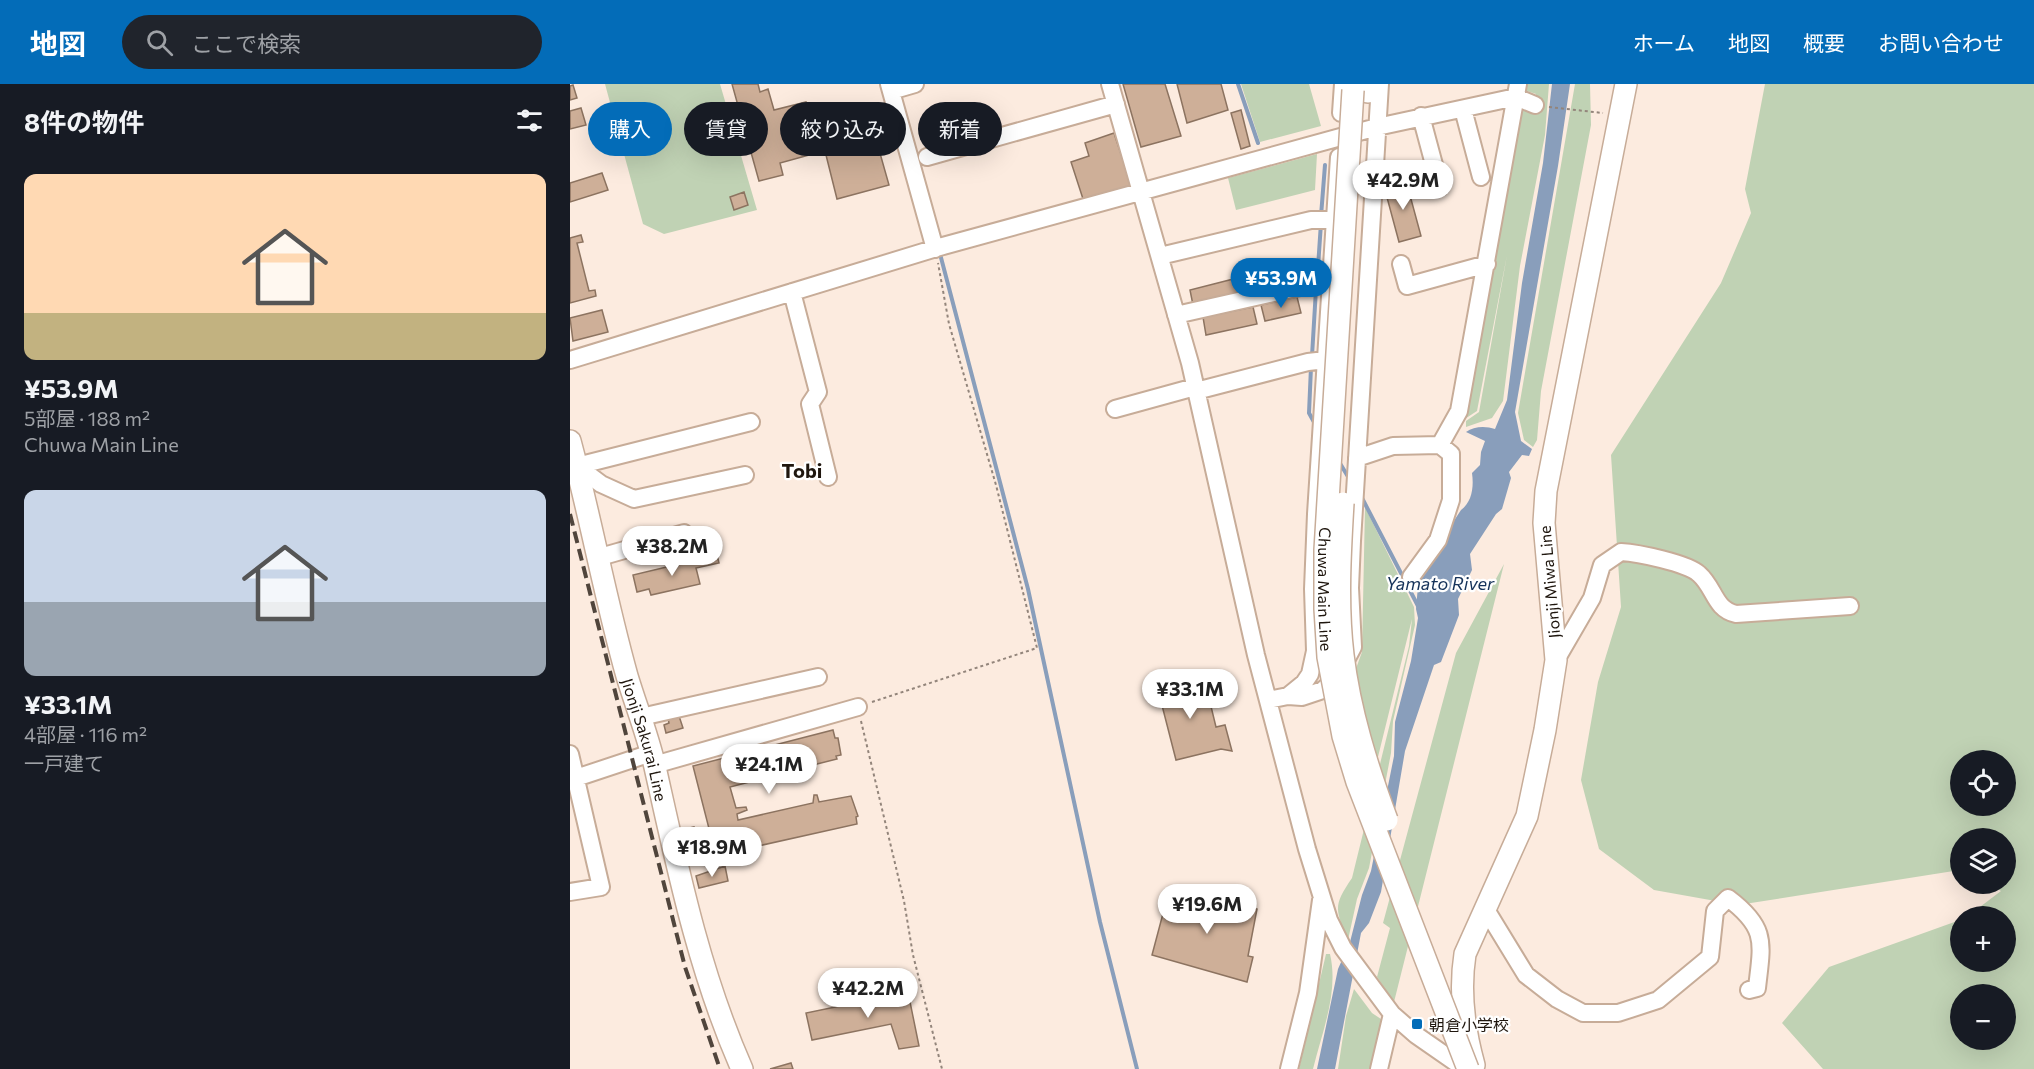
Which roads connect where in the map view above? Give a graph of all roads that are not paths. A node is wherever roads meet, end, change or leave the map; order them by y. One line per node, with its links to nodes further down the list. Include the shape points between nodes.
1 (1110, 84): 6 (street)
2 (1626, 84): 39 (main road, Jionji Miwa Line, via 1615,114 1546,490 1544,523)
3 (1361, 86): 10 (street); 11 (street); 56 (main road, Chuwa Main Line, bridge, via 1325,550 1328,657 1335,702 1357,782); 58 (main road, Chuwa Main Line, bridge, via 1340,548 1343,654 1370,775)
4 (899, 87): 17 (street)
5 (1517, 90): 7 (street); 8 (street); 20 (street)
6 (1116, 104): 12 (street); 15 (street)
7 (1534, 105)
8 (1463, 109): 9 (street); 13 (street)
9 (1421, 116): 10 (street); 14 (street)
10 (1377, 127): 11 (street); 31 (street)
11 (1340, 137): 15 (street); 16 (street)
12 (927, 157)
13 (1481, 177)
14 (1440, 187)
15 (1142, 191): 17 (street); 18 (street)
16 (1334, 220): 18 (street, via 1311,220); 21 (street)
17 (937, 248): 22 (street)
18 (1160, 256): 23 (street)
19 (1401, 264): 20 (street, via 1407,286)
20 (1487, 264): 30 (street, via 1459,411)
21 (1331, 285): 23 (street, via 1309,285); 25 (street)
22 (792, 292): 24 (street); 34 (street, via 818,392 810,404)
23 (1176, 315): 26 (street)
24 (570, 360)
25 (1326, 360): 26 (street); 41 (street, via 1313,589 1315,651 1310,674)
26 (1196, 389): 27 (street); 42 (street)
27 (1115, 409)
28 (751, 423): 32 (street)
29 (570, 441): 32 (main road, Jionji Sakurai Line)
30 (1440, 445): 31 (street, via 1393,446); 37 (street, via 1451,454 1450,500 1438,540)
31 (1357, 458): 41 (street, via 1350,588 1353,647 1337,677 1323,690 1302,697)
32 (577, 466): 33 (street, via 600,484 634,499); 36 (main road, Jionji Sakurai Line)
33 (745, 475)
34 (828, 477)
35 (684, 533): 36 (street)
36 (600, 557): 44 (main road, Jionji Sakurai Line, via 627,676)
37 (1411, 577)
38 (1850, 606): 39 (street, via 1726,612 1706,582 1690,569 1621,552 1602,565 1592,598)
39 (1556, 660): 50 (main road, Jionji Miwa Line, via 1527,816)
40 (818, 677): 44 (street)
41 (1288, 696): 42 (street)
42 (1269, 700): 49 (street)
43 (858, 706): 46 (street)
44 (641, 717): 46 (main road, Jionji Sakurai Line)
45 (570, 754): 47 (street)
46 (652, 759): 47 (street); 53 (main road, Jionji Sakurai Line, via 694,934 718,1011)
47 (573, 779): 48 (street, via 601,887)
48 (570, 892)
49 (1321, 896): 52 (street, via 1343,948); 54 (street, via 1308,993)
50 (1485, 908): 51 (street, via 1526,975 1583,1013 1618,1013 1658,1000 1710,957 1714,911 1728,898 1746,912 1762,940 1757,988); 57 (main road, Jionji Miwa Line, via 1465,954 1461,978 1468,1044)
51 (1749, 990)
52 (1392, 1014): 55 (street); 56 (street)
53 (742, 1069)
54 (1289, 1069)
55 (1379, 1069)
56 (1467, 1069)
57 (1475, 1069)
58 (1483, 1069)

# # # # #

PROBLEM TO SOLVE: Search the data above for the string "Miwa". Report every line where it is found.

ANSWER FOR THE TASK:
2 (1626, 84): 39 (main road, Jionji Miwa Line, via 1615,114 1546,490 1544,523)
39 (1556, 660): 50 (main road, Jionji Miwa Line, via 1527,816)
50 (1485, 908): 51 (street, via 1526,975 1583,1013 1618,1013 1658,1000 1710,957 1714,911 1728,898 1746,912 1762,940 1757,988); 57 (main road, Jionji Miwa Line, via 1465,954 1461,978 1468,1044)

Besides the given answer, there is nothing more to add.